— PROBLEM DETAILS —
When you retype the data, keep every word exactly and include none of the pictures.

--- DATA SHOWN ---

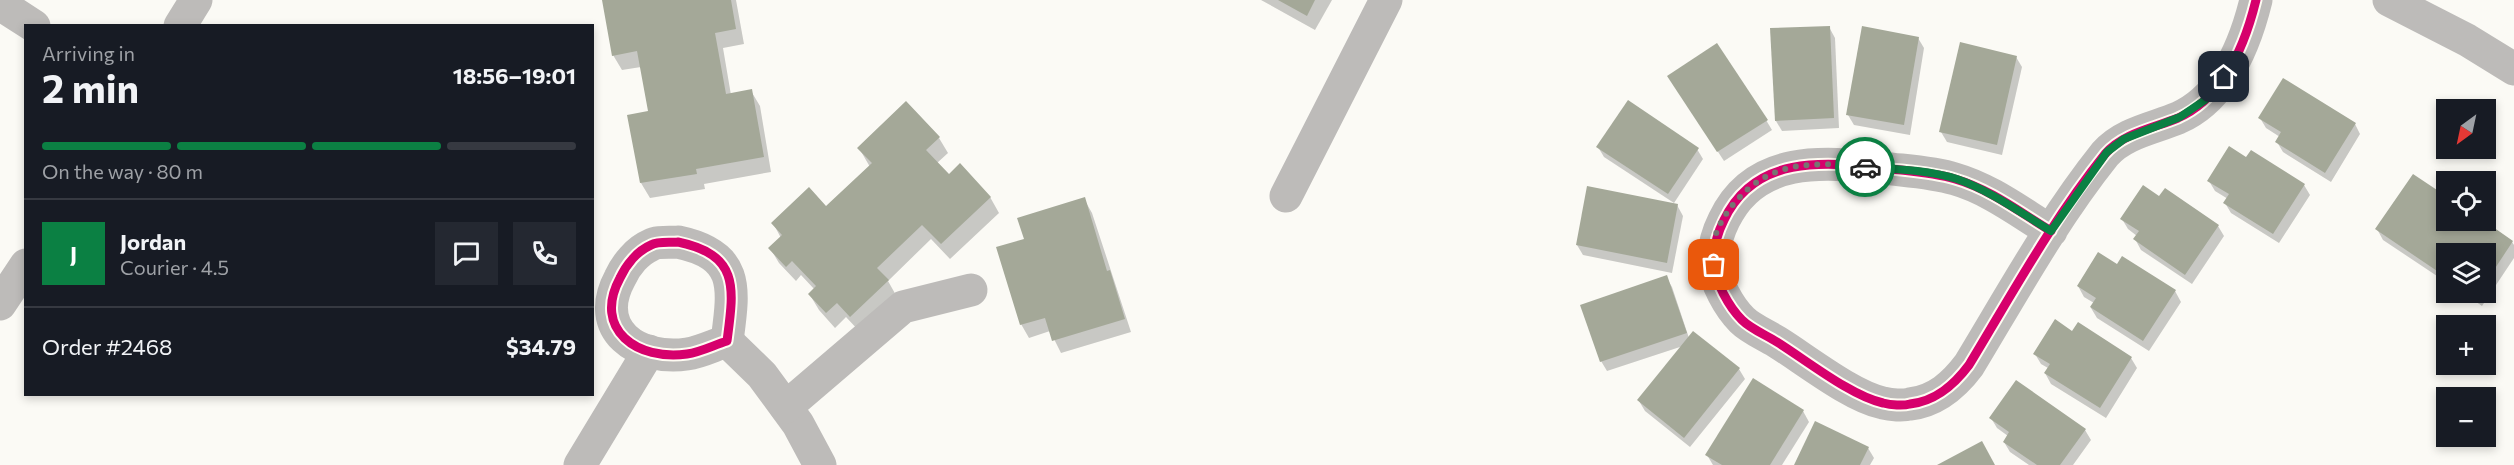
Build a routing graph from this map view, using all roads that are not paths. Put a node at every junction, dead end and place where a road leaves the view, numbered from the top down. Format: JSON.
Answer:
{"nodes":[{"id":1,"x":196,"y":0,"type":"edge"},
{"id":2,"x":1386,"y":0,"type":"edge"},
{"id":3,"x":2256,"y":0,"type":"edge"},
{"id":4,"x":2389,"y":0,"type":"edge"},
{"id":5,"x":0,"y":4,"type":"edge"},
{"id":6,"x":31,"y":24,"type":"edge"},
{"id":7,"x":181,"y":24,"type":"edge"},
{"id":8,"x":2514,"y":69,"type":"edge"},
{"id":9,"x":1286,"y":196,"type":"dead end"},
{"id":10,"x":2051,"y":231,"type":"junction"},
{"id":11,"x":24,"y":268,"type":"edge"},
{"id":12,"x":971,"y":290,"type":"dead end"},
{"id":13,"x":0,"y":304,"type":"edge"},
{"id":14,"x":727,"y":340,"type":"junction"},
{"id":15,"x":649,"y":351,"type":"junction"},
{"id":16,"x":786,"y":407,"type":"junction"},
{"id":17,"x":579,"y":465,"type":"edge"},
{"id":18,"x":820,"y":465,"type":"edge"}],
"edges":[{"from":1,"to":7,"type":"street"},
{"from":2,"to":9,"type":"street"},
{"from":3,"to":10,"type":"street"},
{"from":4,"to":8,"type":"street"},
{"from":5,"to":6,"type":"street"},
{"from":10,"to":10,"type":"street"},
{"from":11,"to":13,"type":"street"},
{"from":12,"to":16,"type":"street"},
{"from":14,"to":15,"type":"street"},
{"from":14,"to":15,"type":"street"},
{"from":14,"to":16,"type":"street"},
{"from":15,"to":17,"type":"street"},
{"from":16,"to":18,"type":"street"}]}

---

— RESULT —
Build a routing graph from this map view, using all roads that are not paths. Put a node at every junction, dead end and place where a road leaves the view, numbered from the top down. Format: JSON.
Answer:
{"nodes":[{"id":1,"x":196,"y":0,"type":"edge"},
{"id":2,"x":1386,"y":0,"type":"edge"},
{"id":3,"x":2256,"y":0,"type":"edge"},
{"id":4,"x":2389,"y":0,"type":"edge"},
{"id":5,"x":0,"y":4,"type":"edge"},
{"id":6,"x":31,"y":24,"type":"edge"},
{"id":7,"x":181,"y":24,"type":"edge"},
{"id":8,"x":2514,"y":69,"type":"edge"},
{"id":9,"x":1286,"y":196,"type":"dead end"},
{"id":10,"x":2051,"y":231,"type":"junction"},
{"id":11,"x":24,"y":268,"type":"edge"},
{"id":12,"x":971,"y":290,"type":"dead end"},
{"id":13,"x":0,"y":304,"type":"edge"},
{"id":14,"x":727,"y":340,"type":"junction"},
{"id":15,"x":649,"y":351,"type":"junction"},
{"id":16,"x":786,"y":407,"type":"junction"},
{"id":17,"x":579,"y":465,"type":"edge"},
{"id":18,"x":820,"y":465,"type":"edge"}],
"edges":[{"from":1,"to":7,"type":"street"},
{"from":2,"to":9,"type":"street"},
{"from":3,"to":10,"type":"street"},
{"from":4,"to":8,"type":"street"},
{"from":5,"to":6,"type":"street"},
{"from":10,"to":10,"type":"street"},
{"from":11,"to":13,"type":"street"},
{"from":12,"to":16,"type":"street"},
{"from":14,"to":15,"type":"street"},
{"from":14,"to":15,"type":"street"},
{"from":14,"to":16,"type":"street"},
{"from":15,"to":17,"type":"street"},
{"from":16,"to":18,"type":"street"}]}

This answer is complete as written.